Nuestra Madre no se gloría en sí misma sino en Dios, que es quien obra su perfección. Ella, Madre del Señor, se reconoce su esclava. Su humildad no es una pose. Es real. Es fruto de la gracia que impregna su alma. 

Si María Santísima es modelo de servidumbre y de sometimiento a la voluntad divina, de forma que de su Fiat recibe y recibimos la salvación, ¿qué no habremos de imitar de ella? ¿qué hay en nuestra Madre que no sea modelo a seguir? Por eso Cristo nos regaló su maternidad en la Cruz. Por eso Dios preservó su cuerpo de la corrupción, llevándosela al cielo al final de su vida terrenal. Para que hasta en eso sea esperanza de nuestra completa redención.

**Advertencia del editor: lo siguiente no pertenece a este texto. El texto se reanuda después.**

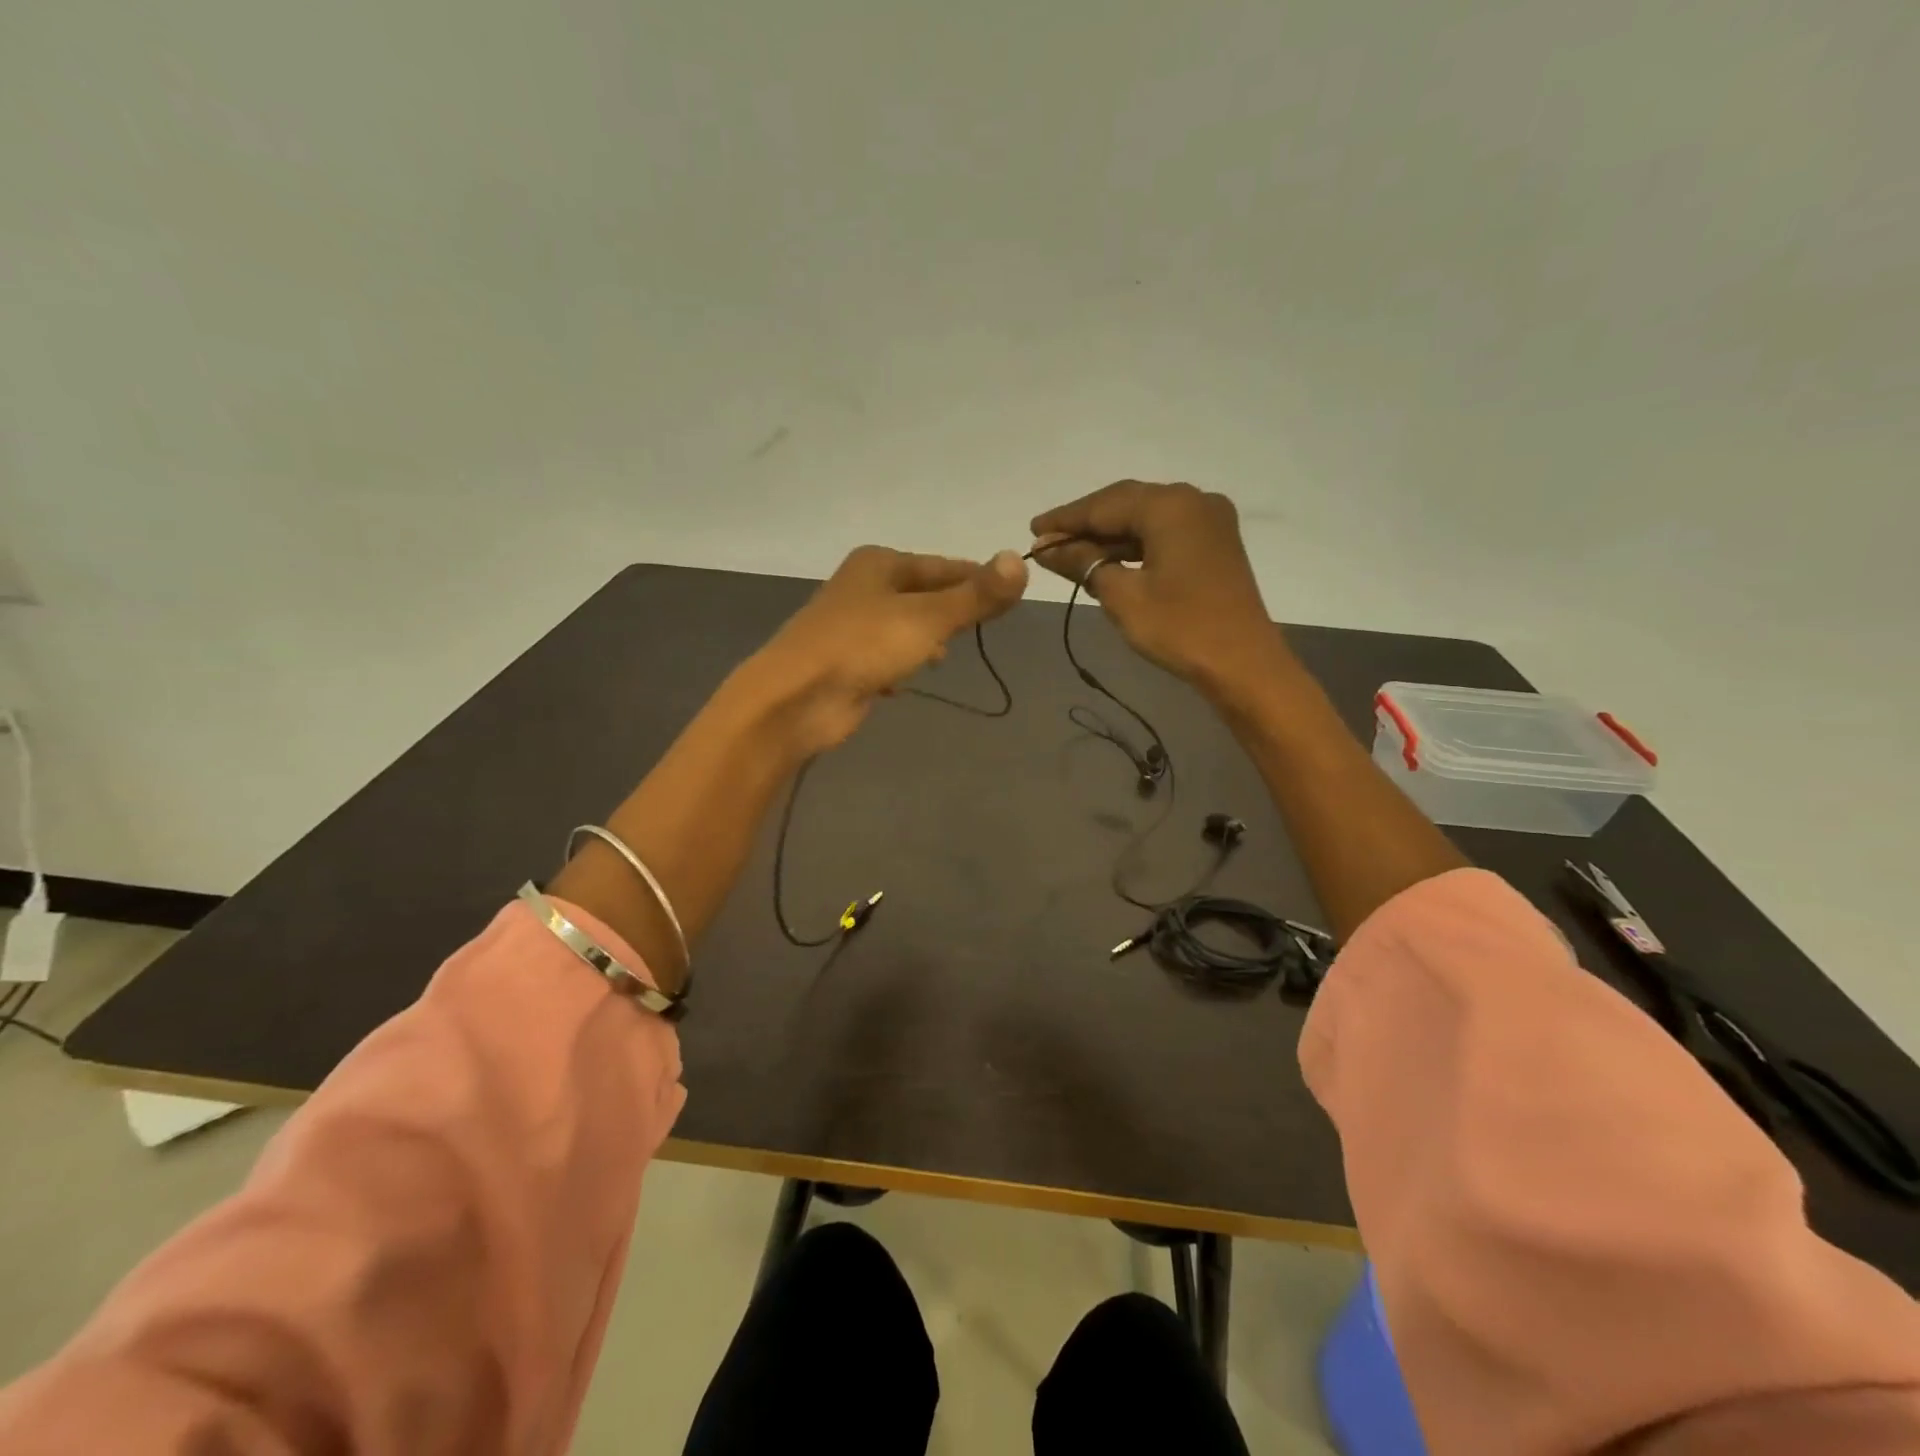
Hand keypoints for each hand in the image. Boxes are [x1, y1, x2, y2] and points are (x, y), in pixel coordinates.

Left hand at [752, 545, 1028, 752]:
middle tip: (983, 628)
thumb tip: (1021, 560)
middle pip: (925, 595)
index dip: (978, 579)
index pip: (944, 566)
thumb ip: (976, 595)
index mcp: (880, 564)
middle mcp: (864, 587)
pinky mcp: (847, 663)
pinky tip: (906, 680)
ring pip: (905, 627)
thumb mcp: (928, 617)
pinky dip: (901, 665)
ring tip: (945, 656)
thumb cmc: (864, 646)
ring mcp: (852, 627)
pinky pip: (886, 657)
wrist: (797, 698)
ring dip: (927, 640)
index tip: (1011, 597)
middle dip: (952, 612)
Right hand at [1029, 481, 1286, 697]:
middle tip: (1046, 542)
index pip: (1104, 505)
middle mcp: (1193, 500)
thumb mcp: (1121, 595)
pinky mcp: (1215, 542)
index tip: (1032, 531)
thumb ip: (1083, 562)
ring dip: (1109, 535)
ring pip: (1146, 517)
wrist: (1243, 664)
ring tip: (1070, 553)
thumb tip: (1047, 548)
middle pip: (1126, 503)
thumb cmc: (1179, 628)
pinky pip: (1165, 532)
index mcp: (1170, 505)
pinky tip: (1109, 559)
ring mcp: (1209, 520)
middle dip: (1085, 524)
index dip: (1065, 519)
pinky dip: (1134, 544)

Ella, criatura de Dios, es todo aquello que el Señor nos concederá ser una vez entremos en su presencia. Pura, sin mácula, redimida, entregada por completo al designio del Redentor. Esa será nuestra realidad en el cielo si en verdad morimos en la gracia con la que ella fue adornada desde su misma Concepción hasta su Asunción.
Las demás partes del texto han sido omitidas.